Foi dito pelo  Dr. Adrian, que o MPF (Ministério Público Federal) vem acompanhando este caso desde seu começo. Ele disse ter  claro que  o melhor para o povo seria sair para sua terra, mas naquele momento e diante do conflito existente seria estratégica a retirada imediata deles para outro local e que se comprometia a estar cobrando da Funai agilidade em solucionar definitivamente a situação.
A Funai, por sua vez, se compromete diante dos assentados, do MPF  e das outras entidades presentes à reunião, na retirada do povo para   uma chácara nas proximidade de Gurupi e que a estadia será provisória, pois  nos próximos dias estará providenciando o aluguel de uma fazenda, no município de Dueré,  onde os indígenas poderão plantar suas roças e aguardar o término do processo de regularização de sua terra.
Finda a reunião com a comissão, todos se dirigiram ao local onde estão os indígenas e os outros reféns. Fez-se a leitura da ata lavrada durante a mesma, onde ficou definido pela retirada do povo, até as 18 horas do dia 04/11, e que durante este período a Polícia Federal permanecerá no local para  garantir sua segurança.
Após a leitura da ata o cacique Mariano disse que, "qualquer lugar, hoje, é melhor do que aqui, porque se não sairmos poderá acontecer um massacre, a Lei não existe para índio, pois estamos mais uma vez sendo transferidos para outra terra que não é a nossa, a Mata Alagada".
Após esta fala do Cacique Mariano, Martone  diz ao povo das inúmeras tentativas feitas para ter acesso a eles antes da reunião, e que, em todas elas  lhe foi negado este acesso, pelos trabalhadores. Reafirma o compromisso do Cimi com os povos indígenas e o respeito ao  protagonismo destes, dizendo que a decisão em sair ou permanecer naquele local é inteiramente deles, porém, acredita que neste momento a melhor solução para  a comunidade é a saída para garantir sua integridade física.
Diante desta fala o cacique retoma a palavra e diz "no clima que está, eu saio daqui com o meu povo até a pé e com as nossas coisas na cabeça".
Diante desta decisão, a Funai assume o compromisso de providenciar transporte para as famílias até o local onde estarão alojados nos próximos dias  e as autoridades ali presente assumiram o compromisso de se reunir no dia 13/11/03, para se inteirarem da situação em que o povo se encontra e saber das providências tomadas pela Funai para solução deste caso.
O Dr.

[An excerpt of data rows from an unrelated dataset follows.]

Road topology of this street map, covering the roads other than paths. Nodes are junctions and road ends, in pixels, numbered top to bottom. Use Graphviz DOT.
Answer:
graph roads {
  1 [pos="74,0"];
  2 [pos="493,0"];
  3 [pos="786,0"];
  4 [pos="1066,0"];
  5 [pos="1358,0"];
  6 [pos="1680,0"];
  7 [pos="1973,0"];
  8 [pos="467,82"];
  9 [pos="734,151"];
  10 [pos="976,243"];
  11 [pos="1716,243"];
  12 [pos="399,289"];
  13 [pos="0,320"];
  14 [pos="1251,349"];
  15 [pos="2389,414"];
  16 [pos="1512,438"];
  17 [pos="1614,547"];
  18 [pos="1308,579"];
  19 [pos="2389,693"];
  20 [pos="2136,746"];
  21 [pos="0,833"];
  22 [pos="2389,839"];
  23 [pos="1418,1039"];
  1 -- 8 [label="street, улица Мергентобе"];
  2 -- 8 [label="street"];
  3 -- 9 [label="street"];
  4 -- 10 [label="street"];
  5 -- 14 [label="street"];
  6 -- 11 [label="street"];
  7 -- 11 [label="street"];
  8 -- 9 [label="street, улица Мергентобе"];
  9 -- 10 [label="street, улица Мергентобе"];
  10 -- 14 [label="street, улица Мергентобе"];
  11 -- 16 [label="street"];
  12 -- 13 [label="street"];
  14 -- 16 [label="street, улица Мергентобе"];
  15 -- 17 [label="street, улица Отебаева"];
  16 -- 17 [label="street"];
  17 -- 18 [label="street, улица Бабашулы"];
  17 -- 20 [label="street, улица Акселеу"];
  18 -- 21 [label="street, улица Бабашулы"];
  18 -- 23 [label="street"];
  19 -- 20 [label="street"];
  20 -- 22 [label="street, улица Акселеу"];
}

Adrian se comprometeu com o povo Krahô/Canela de estar acompanhando bem de perto a situação deles.
Estas são as informações que temos até o momento, porém, encontram-se junto ao povo Krahô/Canela dois missionários do Cimi, acompanhando a retirada deles do assentamento, nesta tarde, e sua instalação na chácara, em Gurupi, conforme compromisso assumido pela Funai.
Tão logo tenhamos mais informações desta operação, estaremos lhes informando.

Coordenação do Cimi GO/TO

Palmas, 04 de novembro de 2003.

 

 

Obs: A imagem e o som de fundo são oriundos da página da FUNAI.